=== Begin Enclosure ===

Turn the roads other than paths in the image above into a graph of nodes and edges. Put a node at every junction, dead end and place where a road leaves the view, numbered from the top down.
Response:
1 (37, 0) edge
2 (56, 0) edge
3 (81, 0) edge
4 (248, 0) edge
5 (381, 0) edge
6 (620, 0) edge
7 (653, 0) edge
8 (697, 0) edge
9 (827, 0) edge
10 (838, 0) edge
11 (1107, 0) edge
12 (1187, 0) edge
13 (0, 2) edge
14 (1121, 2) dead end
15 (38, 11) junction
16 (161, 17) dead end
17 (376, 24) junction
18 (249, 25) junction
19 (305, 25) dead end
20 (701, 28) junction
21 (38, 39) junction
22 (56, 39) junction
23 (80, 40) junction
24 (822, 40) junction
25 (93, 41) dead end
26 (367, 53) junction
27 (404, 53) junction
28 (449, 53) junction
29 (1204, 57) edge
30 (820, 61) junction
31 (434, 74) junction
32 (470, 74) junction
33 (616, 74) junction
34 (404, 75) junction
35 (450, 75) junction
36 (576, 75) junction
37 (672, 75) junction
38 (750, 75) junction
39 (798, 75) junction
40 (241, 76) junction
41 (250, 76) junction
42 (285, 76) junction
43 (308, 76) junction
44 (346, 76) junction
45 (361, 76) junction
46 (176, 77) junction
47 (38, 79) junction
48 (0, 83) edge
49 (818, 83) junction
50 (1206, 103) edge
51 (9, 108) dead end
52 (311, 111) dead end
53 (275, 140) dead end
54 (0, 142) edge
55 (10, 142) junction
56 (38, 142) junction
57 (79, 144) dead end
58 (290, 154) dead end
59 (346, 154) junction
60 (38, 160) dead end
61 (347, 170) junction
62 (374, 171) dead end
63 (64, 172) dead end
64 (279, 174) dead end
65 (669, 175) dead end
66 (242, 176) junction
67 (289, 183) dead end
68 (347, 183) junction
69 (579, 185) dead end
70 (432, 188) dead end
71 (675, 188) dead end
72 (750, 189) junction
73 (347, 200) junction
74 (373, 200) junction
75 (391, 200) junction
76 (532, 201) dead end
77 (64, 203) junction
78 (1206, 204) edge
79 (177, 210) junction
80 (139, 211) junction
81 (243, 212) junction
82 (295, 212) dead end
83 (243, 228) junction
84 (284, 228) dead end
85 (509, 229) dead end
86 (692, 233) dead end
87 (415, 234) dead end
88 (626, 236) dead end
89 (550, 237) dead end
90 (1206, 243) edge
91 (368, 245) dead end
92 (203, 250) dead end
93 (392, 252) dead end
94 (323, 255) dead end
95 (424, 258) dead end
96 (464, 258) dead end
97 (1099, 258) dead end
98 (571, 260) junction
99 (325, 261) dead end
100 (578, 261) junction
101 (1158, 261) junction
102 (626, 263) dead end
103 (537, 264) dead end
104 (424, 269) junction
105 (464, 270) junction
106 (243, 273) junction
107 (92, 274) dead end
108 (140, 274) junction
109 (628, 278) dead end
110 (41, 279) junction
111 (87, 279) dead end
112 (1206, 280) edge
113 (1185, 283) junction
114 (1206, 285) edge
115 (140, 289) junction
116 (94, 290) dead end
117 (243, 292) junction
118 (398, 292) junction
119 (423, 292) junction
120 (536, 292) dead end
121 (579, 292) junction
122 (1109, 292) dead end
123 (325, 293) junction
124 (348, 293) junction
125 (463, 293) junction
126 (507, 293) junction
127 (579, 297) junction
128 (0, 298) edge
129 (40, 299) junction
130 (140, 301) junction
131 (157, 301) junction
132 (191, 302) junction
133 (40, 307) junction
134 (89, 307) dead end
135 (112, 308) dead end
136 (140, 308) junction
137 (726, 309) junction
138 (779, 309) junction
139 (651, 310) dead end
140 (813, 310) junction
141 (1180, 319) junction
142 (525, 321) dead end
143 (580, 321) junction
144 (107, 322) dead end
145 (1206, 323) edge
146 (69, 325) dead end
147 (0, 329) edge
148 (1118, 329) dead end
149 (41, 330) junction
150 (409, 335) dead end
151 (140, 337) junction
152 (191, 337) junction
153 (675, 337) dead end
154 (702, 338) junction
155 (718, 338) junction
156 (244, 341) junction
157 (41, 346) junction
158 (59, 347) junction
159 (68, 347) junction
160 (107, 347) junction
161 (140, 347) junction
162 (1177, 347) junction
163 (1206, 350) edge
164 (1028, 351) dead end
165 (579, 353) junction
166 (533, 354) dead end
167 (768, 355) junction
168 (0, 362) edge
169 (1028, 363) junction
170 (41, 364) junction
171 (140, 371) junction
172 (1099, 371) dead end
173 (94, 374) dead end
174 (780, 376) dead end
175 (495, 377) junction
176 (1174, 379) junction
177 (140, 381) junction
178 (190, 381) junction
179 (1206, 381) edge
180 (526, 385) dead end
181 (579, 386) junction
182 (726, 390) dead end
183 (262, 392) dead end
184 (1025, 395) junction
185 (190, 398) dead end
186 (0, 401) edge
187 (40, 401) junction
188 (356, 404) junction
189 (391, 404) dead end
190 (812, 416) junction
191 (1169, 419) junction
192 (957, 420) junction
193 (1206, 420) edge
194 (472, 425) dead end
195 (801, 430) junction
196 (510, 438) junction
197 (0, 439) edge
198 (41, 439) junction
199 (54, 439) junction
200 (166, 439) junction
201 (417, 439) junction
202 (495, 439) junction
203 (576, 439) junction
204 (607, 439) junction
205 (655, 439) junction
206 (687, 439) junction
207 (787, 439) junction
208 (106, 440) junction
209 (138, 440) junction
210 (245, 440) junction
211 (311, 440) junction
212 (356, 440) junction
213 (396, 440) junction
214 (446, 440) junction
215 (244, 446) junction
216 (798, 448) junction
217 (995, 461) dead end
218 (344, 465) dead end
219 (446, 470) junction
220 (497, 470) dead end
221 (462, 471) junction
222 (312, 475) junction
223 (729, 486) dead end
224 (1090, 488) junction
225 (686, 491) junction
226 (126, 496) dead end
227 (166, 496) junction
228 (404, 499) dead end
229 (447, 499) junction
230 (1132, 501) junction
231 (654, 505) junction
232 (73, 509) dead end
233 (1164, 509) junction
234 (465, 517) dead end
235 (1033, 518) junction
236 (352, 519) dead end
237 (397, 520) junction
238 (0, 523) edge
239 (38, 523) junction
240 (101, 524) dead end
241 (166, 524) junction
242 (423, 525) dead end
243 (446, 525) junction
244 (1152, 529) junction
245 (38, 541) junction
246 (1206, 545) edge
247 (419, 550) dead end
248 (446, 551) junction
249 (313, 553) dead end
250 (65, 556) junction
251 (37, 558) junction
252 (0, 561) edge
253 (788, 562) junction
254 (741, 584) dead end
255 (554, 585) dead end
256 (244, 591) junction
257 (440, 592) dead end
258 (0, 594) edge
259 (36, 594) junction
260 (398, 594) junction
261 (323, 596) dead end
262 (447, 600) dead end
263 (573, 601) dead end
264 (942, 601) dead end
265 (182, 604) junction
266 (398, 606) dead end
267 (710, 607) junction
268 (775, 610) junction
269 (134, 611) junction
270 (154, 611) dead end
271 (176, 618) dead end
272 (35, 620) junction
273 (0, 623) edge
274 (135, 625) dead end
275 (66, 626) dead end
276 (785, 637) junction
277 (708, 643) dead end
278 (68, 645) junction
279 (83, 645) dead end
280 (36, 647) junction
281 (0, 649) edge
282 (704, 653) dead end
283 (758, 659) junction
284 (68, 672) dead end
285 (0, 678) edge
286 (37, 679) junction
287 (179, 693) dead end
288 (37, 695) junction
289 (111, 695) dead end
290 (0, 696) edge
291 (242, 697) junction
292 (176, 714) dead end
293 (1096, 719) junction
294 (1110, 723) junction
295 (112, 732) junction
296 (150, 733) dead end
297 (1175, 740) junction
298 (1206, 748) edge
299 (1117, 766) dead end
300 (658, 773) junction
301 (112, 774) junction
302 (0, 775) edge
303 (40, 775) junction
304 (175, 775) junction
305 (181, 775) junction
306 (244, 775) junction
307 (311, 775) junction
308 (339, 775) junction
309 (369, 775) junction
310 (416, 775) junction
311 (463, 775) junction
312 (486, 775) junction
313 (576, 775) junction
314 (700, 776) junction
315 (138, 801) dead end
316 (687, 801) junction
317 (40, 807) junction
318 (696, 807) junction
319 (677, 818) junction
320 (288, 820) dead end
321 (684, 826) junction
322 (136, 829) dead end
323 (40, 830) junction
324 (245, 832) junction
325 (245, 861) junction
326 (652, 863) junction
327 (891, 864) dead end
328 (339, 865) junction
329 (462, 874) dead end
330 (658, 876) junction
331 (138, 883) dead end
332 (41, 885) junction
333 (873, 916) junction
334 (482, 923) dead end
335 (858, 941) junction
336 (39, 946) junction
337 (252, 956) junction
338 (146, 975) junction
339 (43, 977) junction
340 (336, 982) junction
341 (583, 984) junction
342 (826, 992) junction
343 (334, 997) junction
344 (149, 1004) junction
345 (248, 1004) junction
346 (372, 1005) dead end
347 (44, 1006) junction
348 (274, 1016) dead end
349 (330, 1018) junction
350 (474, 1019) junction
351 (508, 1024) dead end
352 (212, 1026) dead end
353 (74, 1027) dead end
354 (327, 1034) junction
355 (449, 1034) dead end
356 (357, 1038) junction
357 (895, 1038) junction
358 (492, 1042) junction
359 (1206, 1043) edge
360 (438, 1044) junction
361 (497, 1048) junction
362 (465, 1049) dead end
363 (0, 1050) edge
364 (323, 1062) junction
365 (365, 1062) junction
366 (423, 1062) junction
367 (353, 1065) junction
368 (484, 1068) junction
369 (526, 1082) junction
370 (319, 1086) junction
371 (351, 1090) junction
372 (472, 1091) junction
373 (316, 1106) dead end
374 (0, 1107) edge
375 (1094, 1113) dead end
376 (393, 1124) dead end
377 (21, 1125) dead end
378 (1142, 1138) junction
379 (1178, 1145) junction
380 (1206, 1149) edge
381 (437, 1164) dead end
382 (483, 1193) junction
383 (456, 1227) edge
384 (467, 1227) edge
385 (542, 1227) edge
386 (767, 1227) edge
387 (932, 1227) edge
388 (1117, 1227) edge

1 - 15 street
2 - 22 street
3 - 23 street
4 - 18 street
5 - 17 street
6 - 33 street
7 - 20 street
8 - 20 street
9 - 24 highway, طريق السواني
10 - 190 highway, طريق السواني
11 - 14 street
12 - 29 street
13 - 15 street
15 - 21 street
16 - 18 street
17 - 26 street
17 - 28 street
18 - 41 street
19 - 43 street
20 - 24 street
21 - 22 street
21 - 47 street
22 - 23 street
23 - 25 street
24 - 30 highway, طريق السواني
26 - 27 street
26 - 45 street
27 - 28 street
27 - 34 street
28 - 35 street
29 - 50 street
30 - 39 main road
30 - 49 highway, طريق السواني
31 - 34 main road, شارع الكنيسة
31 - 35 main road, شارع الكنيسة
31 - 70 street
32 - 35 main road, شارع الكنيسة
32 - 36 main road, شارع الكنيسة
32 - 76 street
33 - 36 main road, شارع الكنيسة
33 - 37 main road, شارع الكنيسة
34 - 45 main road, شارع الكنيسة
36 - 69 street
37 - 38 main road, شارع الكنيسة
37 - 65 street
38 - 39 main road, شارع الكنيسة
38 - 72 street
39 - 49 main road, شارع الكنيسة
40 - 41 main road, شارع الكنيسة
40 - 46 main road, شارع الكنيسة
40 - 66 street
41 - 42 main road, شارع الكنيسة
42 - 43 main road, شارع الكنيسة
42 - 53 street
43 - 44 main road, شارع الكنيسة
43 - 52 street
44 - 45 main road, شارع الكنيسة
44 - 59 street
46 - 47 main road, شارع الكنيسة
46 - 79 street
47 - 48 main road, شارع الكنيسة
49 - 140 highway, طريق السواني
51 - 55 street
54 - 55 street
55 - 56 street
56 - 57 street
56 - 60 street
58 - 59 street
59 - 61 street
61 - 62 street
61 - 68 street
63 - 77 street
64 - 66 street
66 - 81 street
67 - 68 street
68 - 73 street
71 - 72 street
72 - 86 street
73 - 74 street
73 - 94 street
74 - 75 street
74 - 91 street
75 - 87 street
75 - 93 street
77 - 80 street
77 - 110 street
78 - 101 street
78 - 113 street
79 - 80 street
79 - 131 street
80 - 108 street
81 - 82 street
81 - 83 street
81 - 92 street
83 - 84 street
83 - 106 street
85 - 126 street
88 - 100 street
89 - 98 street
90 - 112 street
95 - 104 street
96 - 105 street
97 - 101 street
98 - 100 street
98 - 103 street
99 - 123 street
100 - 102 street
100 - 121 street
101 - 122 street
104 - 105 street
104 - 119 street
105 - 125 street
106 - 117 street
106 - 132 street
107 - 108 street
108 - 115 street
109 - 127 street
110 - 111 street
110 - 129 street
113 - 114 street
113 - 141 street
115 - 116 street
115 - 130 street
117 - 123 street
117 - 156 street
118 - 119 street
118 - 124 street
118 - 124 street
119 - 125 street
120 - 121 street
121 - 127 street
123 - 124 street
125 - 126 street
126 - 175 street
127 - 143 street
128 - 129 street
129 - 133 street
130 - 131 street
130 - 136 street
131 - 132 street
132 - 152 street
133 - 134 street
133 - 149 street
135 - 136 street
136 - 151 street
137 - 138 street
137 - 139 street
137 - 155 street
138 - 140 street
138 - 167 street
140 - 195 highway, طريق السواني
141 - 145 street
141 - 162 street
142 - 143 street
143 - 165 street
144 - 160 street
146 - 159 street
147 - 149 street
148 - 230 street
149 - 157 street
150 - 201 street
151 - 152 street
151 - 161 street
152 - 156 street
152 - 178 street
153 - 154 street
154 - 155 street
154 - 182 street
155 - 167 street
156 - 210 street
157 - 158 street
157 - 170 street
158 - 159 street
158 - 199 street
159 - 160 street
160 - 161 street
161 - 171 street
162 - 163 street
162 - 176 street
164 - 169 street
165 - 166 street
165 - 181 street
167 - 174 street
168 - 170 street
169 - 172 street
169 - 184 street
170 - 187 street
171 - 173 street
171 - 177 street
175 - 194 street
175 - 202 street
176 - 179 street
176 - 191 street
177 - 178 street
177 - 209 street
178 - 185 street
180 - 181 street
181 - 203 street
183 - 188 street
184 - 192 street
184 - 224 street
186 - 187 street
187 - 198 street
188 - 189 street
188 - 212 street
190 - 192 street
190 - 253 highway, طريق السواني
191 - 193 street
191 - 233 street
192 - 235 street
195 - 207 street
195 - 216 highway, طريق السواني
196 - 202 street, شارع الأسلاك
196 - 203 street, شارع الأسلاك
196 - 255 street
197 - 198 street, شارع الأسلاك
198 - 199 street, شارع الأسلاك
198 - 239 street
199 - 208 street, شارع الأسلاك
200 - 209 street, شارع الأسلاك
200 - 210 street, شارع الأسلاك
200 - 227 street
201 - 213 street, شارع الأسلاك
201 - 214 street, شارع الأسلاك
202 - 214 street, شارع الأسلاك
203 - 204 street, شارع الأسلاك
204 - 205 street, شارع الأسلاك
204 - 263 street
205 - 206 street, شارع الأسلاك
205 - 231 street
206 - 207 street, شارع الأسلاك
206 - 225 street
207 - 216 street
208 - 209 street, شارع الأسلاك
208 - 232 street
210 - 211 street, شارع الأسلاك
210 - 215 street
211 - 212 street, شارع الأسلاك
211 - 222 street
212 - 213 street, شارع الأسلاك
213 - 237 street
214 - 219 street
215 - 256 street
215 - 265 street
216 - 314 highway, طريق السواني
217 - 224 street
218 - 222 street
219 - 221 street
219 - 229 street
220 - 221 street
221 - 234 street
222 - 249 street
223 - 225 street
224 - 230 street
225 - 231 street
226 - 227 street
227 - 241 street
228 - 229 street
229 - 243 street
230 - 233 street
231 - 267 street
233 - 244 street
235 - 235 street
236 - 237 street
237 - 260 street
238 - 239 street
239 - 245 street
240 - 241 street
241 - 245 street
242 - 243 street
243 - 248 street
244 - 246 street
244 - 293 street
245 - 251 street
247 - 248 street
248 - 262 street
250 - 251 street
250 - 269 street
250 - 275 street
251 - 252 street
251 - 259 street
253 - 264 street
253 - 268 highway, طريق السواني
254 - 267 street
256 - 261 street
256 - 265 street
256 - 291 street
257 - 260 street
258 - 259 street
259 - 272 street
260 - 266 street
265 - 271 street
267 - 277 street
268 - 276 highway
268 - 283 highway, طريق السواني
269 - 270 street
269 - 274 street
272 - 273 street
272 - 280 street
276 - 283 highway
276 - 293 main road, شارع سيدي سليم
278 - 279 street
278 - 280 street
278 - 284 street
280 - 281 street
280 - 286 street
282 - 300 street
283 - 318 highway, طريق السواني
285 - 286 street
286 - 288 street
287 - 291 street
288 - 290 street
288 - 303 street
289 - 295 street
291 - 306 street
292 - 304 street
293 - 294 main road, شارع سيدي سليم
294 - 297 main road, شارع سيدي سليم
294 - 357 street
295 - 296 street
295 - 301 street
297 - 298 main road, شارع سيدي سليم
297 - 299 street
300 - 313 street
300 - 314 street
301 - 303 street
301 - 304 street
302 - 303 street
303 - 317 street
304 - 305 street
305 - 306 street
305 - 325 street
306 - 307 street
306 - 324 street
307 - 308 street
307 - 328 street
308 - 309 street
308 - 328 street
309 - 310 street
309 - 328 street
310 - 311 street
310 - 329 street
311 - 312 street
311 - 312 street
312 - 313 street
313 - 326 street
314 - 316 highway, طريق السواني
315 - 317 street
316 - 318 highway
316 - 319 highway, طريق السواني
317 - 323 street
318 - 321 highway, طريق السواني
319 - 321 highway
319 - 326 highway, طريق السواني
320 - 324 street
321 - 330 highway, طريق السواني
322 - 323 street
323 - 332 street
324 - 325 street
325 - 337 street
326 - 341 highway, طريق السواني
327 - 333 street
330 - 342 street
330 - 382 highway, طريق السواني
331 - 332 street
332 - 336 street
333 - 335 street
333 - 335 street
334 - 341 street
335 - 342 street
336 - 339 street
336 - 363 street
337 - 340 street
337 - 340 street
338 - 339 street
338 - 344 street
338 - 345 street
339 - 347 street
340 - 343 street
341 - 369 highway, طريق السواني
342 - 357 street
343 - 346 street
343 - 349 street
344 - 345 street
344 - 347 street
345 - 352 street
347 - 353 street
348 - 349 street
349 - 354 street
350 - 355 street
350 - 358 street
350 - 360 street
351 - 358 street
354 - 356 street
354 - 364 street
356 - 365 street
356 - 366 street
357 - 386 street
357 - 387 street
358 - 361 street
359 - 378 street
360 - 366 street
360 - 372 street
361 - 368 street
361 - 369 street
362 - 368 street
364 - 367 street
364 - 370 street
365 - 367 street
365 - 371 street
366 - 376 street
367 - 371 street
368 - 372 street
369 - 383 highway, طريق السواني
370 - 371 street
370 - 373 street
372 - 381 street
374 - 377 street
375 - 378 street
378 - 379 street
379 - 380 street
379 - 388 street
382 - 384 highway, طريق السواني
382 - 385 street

=== End Enclosure ===

Using the data above, copy each line that contains "سيدي".

**OUTPUT OF THE EXERCISE:**
276 - 293 main road, شارع سيدي سليم
293 - 294 main road, شارع سيدي سليم
294 - 297 main road, شارع سيدي سليم
297 - 298 main road, شارع سيدي سليم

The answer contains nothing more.